Li JZ, Paredes R, Ribaudo HJ, Kozal MJ, Svarovskaia ES, Johnson JA, Geretti AM, Metzner KJ, Jakobsen MR, Hullsiek KH, Ostergaard L, Miller MD, Kuritzkes DR.

Source

Division of Infectious Diseases, Brigham and Women's Hospital, Harvard Medical School, Boston, Massachusetts.

Abstract

Drug-resistant human immunodeficiency virus type 1 (HIV-1) minority variants increase the risk of virologic failure for first-line nonnucleoside reverse transcriptase inhibitor (NNRTI)-based regimens. We performed a pooled analysis to evaluate the relationship between NNRTI-resistant minority variants and the likelihood and types of resistance mutations detected at virologic failure.
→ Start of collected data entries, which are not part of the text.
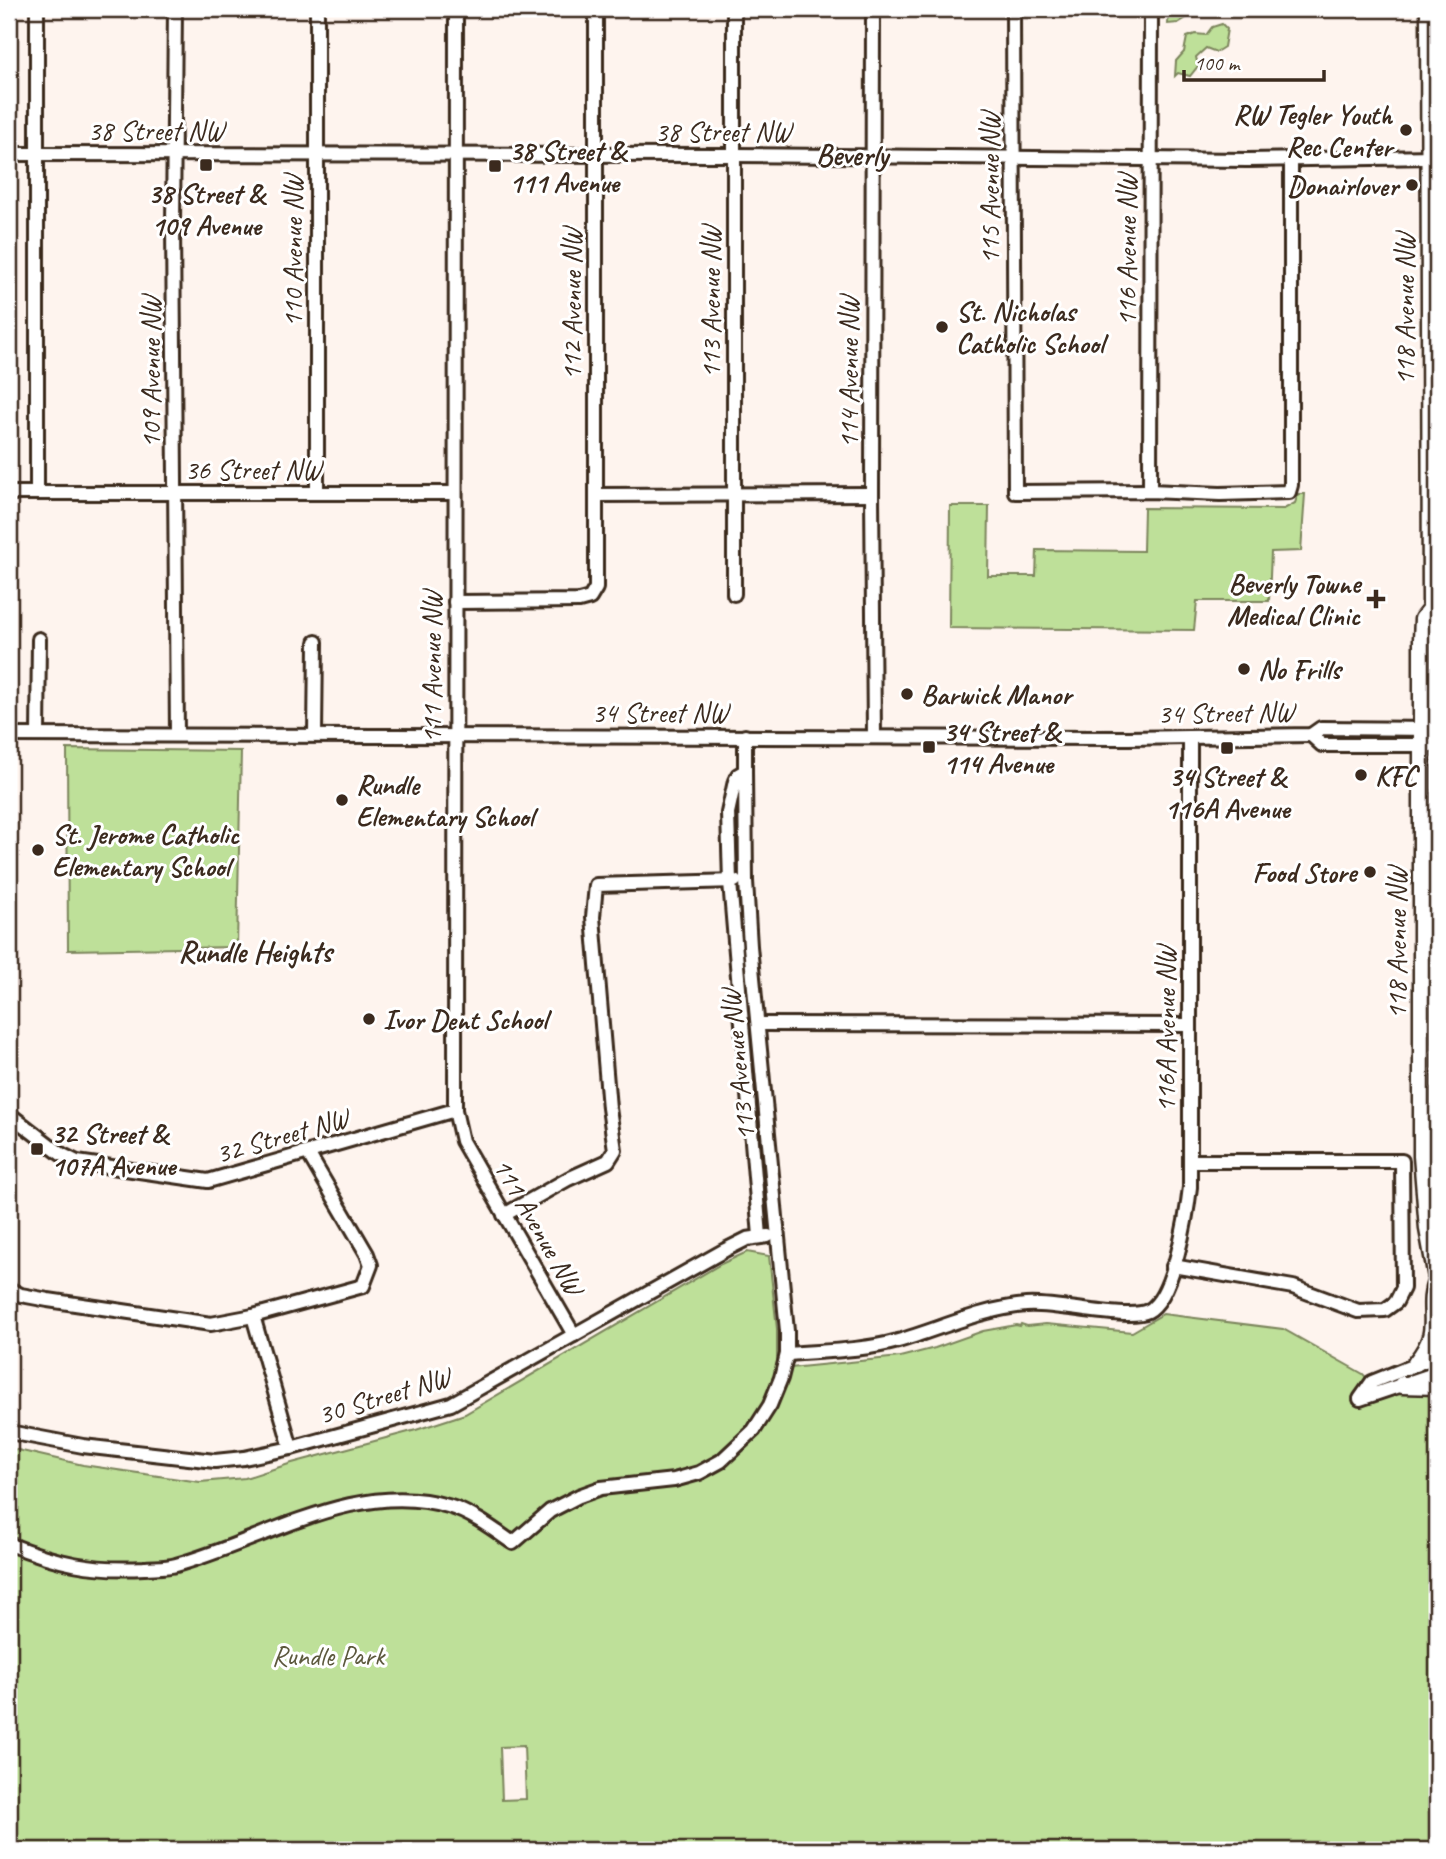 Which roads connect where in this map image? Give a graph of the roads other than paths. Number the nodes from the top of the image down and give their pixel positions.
1 (37, 9) edge
2 (175, 9) edge
3 (317, 9) edge
4 (456, 9) edge
5 (596, 9) edge
6 (734, 9) edge
7 (873, 9) edge
8 (1013, 9) edge
9 (1152, 9) edge
10 (1432, 15) edge
11 (9, 154) edge
12 (37, 154) junction
13 (174, 155) junction
14 (317, 155) junction
15 (456, 155) junction
16 (595, 155) junction
17 (734, 155) junction
18 (873, 156) junction
19 (1014, 158) junction
20 (1434, 158) edge
21 (1151, 160) junction
22 (1291, 160) junction
23 (1434, 304) edge
24 (1434, 444) edge
25 (1150, 491) junction
26 (175, 493) junction
27 (317, 493) junction
28 (455, 493) junction
29 (9, 494) edge
30 (37, 494) junction
31 (735, 494) junction
32 (872, 494) junction
33 (597, 495) junction
34 (734, 594) dead end
35 (455, 602) junction
36 (1434, 614) edge
37 (39, 639) dead end
38 (316, 642) dead end
39 (1430, 729) edge
40 (9, 735) edge
41 (38, 735) junction
42 (177, 735) junction
43 (315, 735) junction
44 (1311, 735) junction
45 (457, 736) junction
46 (745, 736) junction
47 (874, 736) junction
48 (1190, 737) junction
49 (1430, 745) edge
50 (745, 771) junction
51 (730, 881) junction
52 (746, 881) junction
53 (759, 1024) junction
54 (1190, 1025) junction
55 (455, 1110) junction
56 (10, 1119) edge
57 (308, 1153) junction
58 (1190, 1161) junction
59 (504, 1215) junction
60 (760, 1236) junction
61 (779, 1236) junction
62 (1173, 1266) junction
63 (1437, 1278) edge
64 (9, 1289) edge
65 (253, 1316) junction
66 (574, 1335) junction
67 (787, 1354) junction
68 (1437, 1356) edge
69 (1416, 1363) junction
70 (1437, 1373) edge
71 (1402, 1385) junction
72 (1437, 1386) edge
73 (9, 1432) edge
74 (291, 1448) junction
75 (9, 1544) edge

1 - 12 street
2 - 13 street, 109 Avenue NW
3 - 14 street, 110 Avenue NW
4 - 15 street, 111 Avenue NW
5 - 16 street, 112 Avenue NW
6 - 17 street, 113 Avenue NW
7 - 18 street, 114 Avenue NW
8 - 19 street, 115 Avenue NW
9 - 21 street, 116 Avenue NW
10 - 20 main road, 118 Avenue NW
11 - 12 street, 38 Street NW
12 - 13 street, 38 Street NW
12 - 30 street
13 - 14 street, 38 Street NW
13 - 26 street, 109 Avenue NW
14 - 15 street, 38 Street NW
14 - 27 street, 110 Avenue NW
15 - 16 street, 38 Street NW
15 - 28 street, 111 Avenue NW
16 - 17 street, 38 Street NW
16 - 33 street, 112 Avenue NW
17 - 18 street, 38 Street NW
17 - 31 street, 113 Avenue NW
18 - 19 street, 38 Street NW
18 - 32 street, 114 Avenue NW
19 - 21 street, 38 Street NW
19 - 25 street, 115 Avenue NW
20 - 22 street, 38 Street NW
20 - 23 main road, 118 Avenue NW
21 - 22 street, 38 Street NW
21 - 25 street, 116 Avenue NW
22 - 25 street
23 - 24 main road, 118 Avenue NW
24 - 36 main road, 118 Avenue NW
26 - 27 street, 36 Street NW
26 - 30 street, 36 Street NW
26 - 42 street, 109 Avenue NW
27 - 28 street, 36 Street NW
28 - 35 street, 111 Avenue NW
29 - 30 street, 36 Street NW
31 - 32 street
31 - 33 street
31 - 34 street, 113 Avenue NW
32 - 47 street, 114 Avenue NW
33 - 35 street, 112 Avenue NW
35 - 45 street, 111 Avenue NW
36 - 39 main road, 118 Avenue NW
37 - 41 street
38 - 43 street
39 - 44 street, 34 Street NW
39 - 49 main road, 118 Avenue NW
40 - 41 street, 34 Street NW
41 - 42 street, 34 Street NW
42 - 43 street, 34 Street NW
43 - 45 street, 34 Street NW
44 - 48 street, 34 Street NW
44 - 49 street, 34 Street NW
45 - 46 street, 34 Street NW
45 - 55 street, 111 Avenue NW
46 - 47 street, 34 Street NW
46 - 50 street, 113 Avenue NW
47 - 48 street, 34 Street NW
48 - 54 street, 116A Avenue NW
49 - 63 main road, 118 Avenue NW
50 - 51 street, 113 Avenue NW
50 - 52 street, 113 Avenue NW
51 - 52 street
51 - 59 street
51 - 60 street, 113 Avenue NW
52 - 53 street, 113 Avenue NW
53 - 54 street
53 - 61 street, 113 Avenue NW
54 - 58 street, 116A Avenue NW
55 - 57 street, 32 Street NW
55 - 59 street, 111 Avenue NW
56 - 57 street, 32 Street NW
57 - 65 street
58 - 62 street, 116A Avenue NW
58 - 62 street
59 - 66 street, 111 Avenue NW
60 - 61 street, 30 Street NW
60 - 66 street, 30 Street NW
61 - 67 street, 113 Avenue NW
62 - 67 street, 116A Avenue NW
63 - 69 main road, 118 Avenue NW
64 - 65 street
65 - 74 street
66 - 74 street, 30 Street NW
67 - 75 street, 113 Avenue NW
68 - 69 street
69 - 71 street
70 - 71 street
71 - 72 main road
73 - 74 street, 30 Street NW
In multivariable logistic regression analysis, higher NNRTI minority variant copy numbers, non-white race, and nevirapine use were associated with a higher risk of NNRTI resistance at virologic failure. Among participants on efavirenz, K103N was the most frequently observed resistance mutation at virologic failure regardless of the baseline minority variant. However, the presence of baseline Y181C minority variant was associated with a higher probability of Y181C detection after virologic failure. NNRTI regimen choice and preexisting NNRTI-resistant minority variants were both associated with the probability and type of resistance mutations detected after virologic failure.